Data items:

-- Opening Marker --

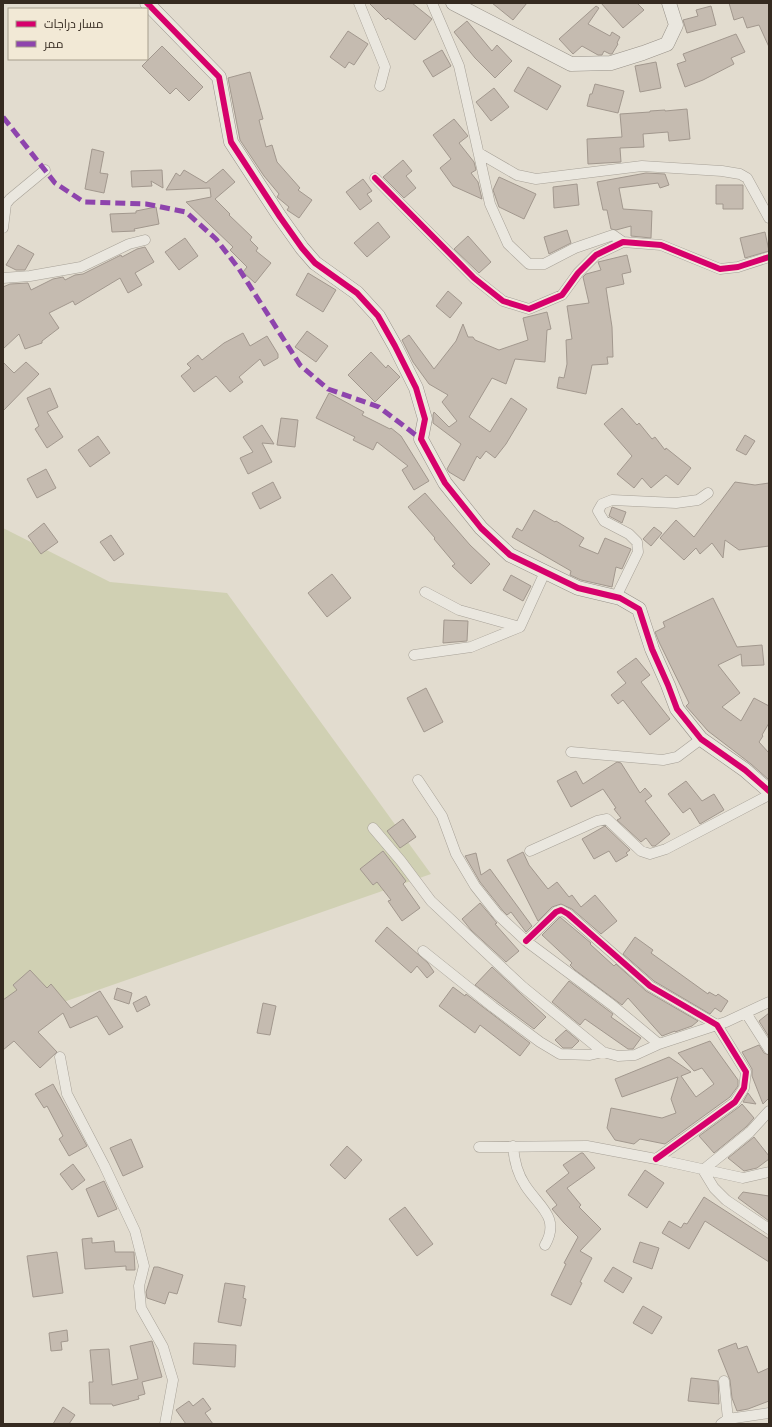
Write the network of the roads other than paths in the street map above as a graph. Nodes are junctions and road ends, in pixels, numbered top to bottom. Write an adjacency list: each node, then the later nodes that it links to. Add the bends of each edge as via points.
1 (147, 3): 17 (street, via 218,77 232,142 297,241 315,263 357,293 378,316 416,388 425,418 421,439 445,483 481,528 510,555)
2 (359, 3): 6 (street, via 385,67)
3 (432, 3): 7 (street, via 459,66)
4 (453, 3): 5 (street, via 570,64 610,63 667,44 676,25)
5 (669, 3)
6 (380, 86)
7 (479, 153): 10 (street, via 517,175 536,179 642,166 740,174 747,178); 13 (street, via 490,204 508,244 529,264 544,264 575,248 613,235)
8 (45, 170): 11 (street, via 6,204)
9 (374, 178): 13 (street, via 474,278 503,301 529,309 562,295 578,273 596,255)
10 (769, 218)
11 (3, 228)
12 (145, 240): 15 (street, via 129,244 81,267)
13 (623, 242): 14 (street, via 661,245 720,269 738,267)
14 (769, 257)
15 (3, 278)
16 (708, 493): 19 (street, via 698,500 676,503 612,500 602,504 598,512 604,521 637,542 638,552)
17 (545, 572): 19 (street, via 578,588); 20 (street)
18 (426, 592): 20 (street, via 459,610)
19 (616, 597): 22 (street, via 639,609 652,650 677,709)
20 (520, 627): 21 (street, via 471,647)
21 (414, 655)
22 (701, 739): 23 (street, via 676,757 662,760); 25 (street, via 745,770)
23 (571, 752)
24 (418, 780): 29 (street, via 442,816 456,854 475,886 498,915)
25 (769, 791)
26 (769, 795): 28 (street, via 666,850 650,854 642,851 607,820 597,821)
27 (373, 828): 36 (street, via 431,901 523,987)
28 (530, 851)
29 (526, 941): 33 (street, via 561,910 650,986); 34 (street, via 612,1005)
30 (423, 951): 36 (street, via 493,1007 560,1054 590,1055)
31 (769, 1002): 32 (street)
32 (746, 1013): 33 (street); 35 (street)
33 (718, 1025): 34 (street); 41 (street, via 746,1072 744,1088 735,1102)
34 (659, 1044): 36 (street, via 635,1054 618,1056)
35 (769, 1049)
36 (603, 1052)
37 (60, 1057): 49 (street, via 67,1094 135,1231 144,1266 138,1286 141,1308 162,1347 173,1380)
38 (769, 1111): 42 (street, via 750,1132)
39 (513, 1146): 40 (street); 41 (street, via 587,1146); 45 (street, via 520,1177 548,1215 550,1230)
40 (478, 1147)
41 (656, 1159): 42 (street)
42 (703, 1170): 43 (street, via 743,1178); 44 (street, via 714,1188 726,1200)
43 (769, 1172)
44 (769, 1229)
45 (545, 1245)
46 (724, 1381): 48 (street)
47 (769, 1414): 48 (street)
48 (725, 1421)
49 (166, 1424)

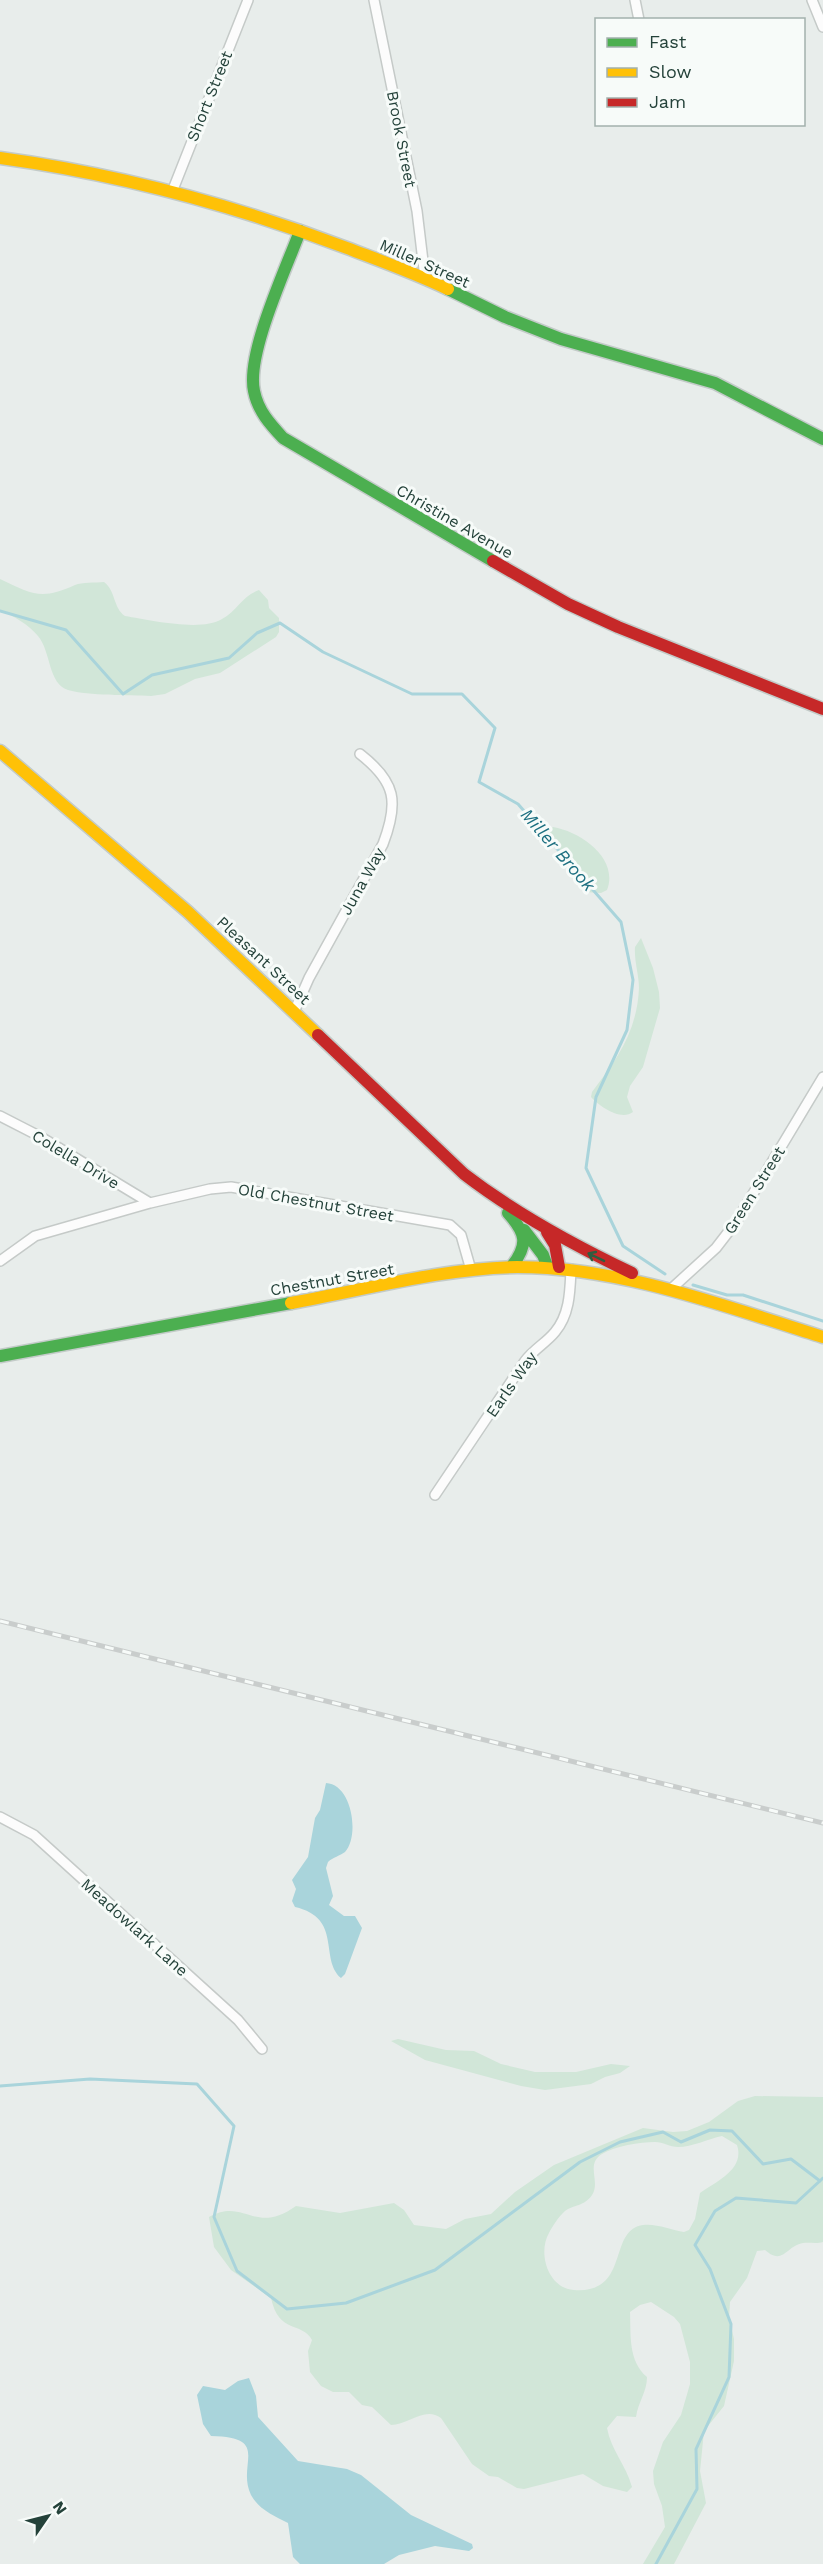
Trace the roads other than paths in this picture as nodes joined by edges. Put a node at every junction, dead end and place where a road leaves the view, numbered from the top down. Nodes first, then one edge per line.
1 (235, 0) edge
2 (374, 0) edge
3 (634, 0) edge
4 (812, 0) edge
5 (247, 2) edge
6 (638, 18) edge
7 (823, 27) edge
8 (0, 158) edge
9 (172, 192) junction
10 (300, 231) junction
11 (425, 278) junction
12 (823, 439) edge
13 (823, 709) edge
14 (0, 752) edge
15 (360, 754) dead end
16 (294, 1012) junction
17 (823, 1077) edge
18 (0, 1116) edge
19 (497, 1201) junction
20 (150, 1203) junction
21 (521, 1227) junction
22 (545, 1231) junction
23 (0, 1261) edge
24 (512, 1266) junction
25 (559, 1267) junction
26 (471, 1270) junction
27 (646, 1282) junction
28 (670, 1290) junction
29 (823, 1337) edge
30 (0, 1356) edge
31 (435, 1495) dead end
32 (0, 1816) edge
33 (262, 2049) dead end

1 - 5 street
2 - 11 street, Brook Street
3 - 6 street
4 - 7 street
5 - 9 street, Short Street
8 - 9 street, Miller Street
9 - 10 street, Miller Street
10 - 11 street, Miller Street
10 - 13 street, Christine Avenue
11 - 12 street, Miller Street
14 - 16 street, Pleasant Street
15 - 16 street, Juna Way
16 - 19 street, Pleasant Street
17 - 28 street, Green Street
18 - 20 street, Colella Drive
19 - 21 street, Pleasant Street
19 - 22 street, Pleasant Street
20 - 23 street, Old Chestnut Street
20 - 26 street, Old Chestnut Street
21 - 24 street
21 - 25 street, Pleasant Street
22 - 25 street
27 -> 22 street, Pleasant Street
24 - 25 street, Chestnut Street
24 - 26 street, Chestnut Street
25 - 27 street, Chestnut Street
25 - 31 street, Earls Way
26 - 30 street, Chestnut Street
27 - 28 street, Chestnut Street
28 - 29 street
32 - 33 street, Meadowlark Lane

-- Closing Marker --

Search the entries for "Pleasant" and copy out each line that has it.

14 - 16 street, Pleasant Street
16 - 19 street, Pleasant Street
19 - 21 street, Pleasant Street
19 - 22 street, Pleasant Street
21 - 25 street, Pleasant Street
27 -> 22 street, Pleasant Street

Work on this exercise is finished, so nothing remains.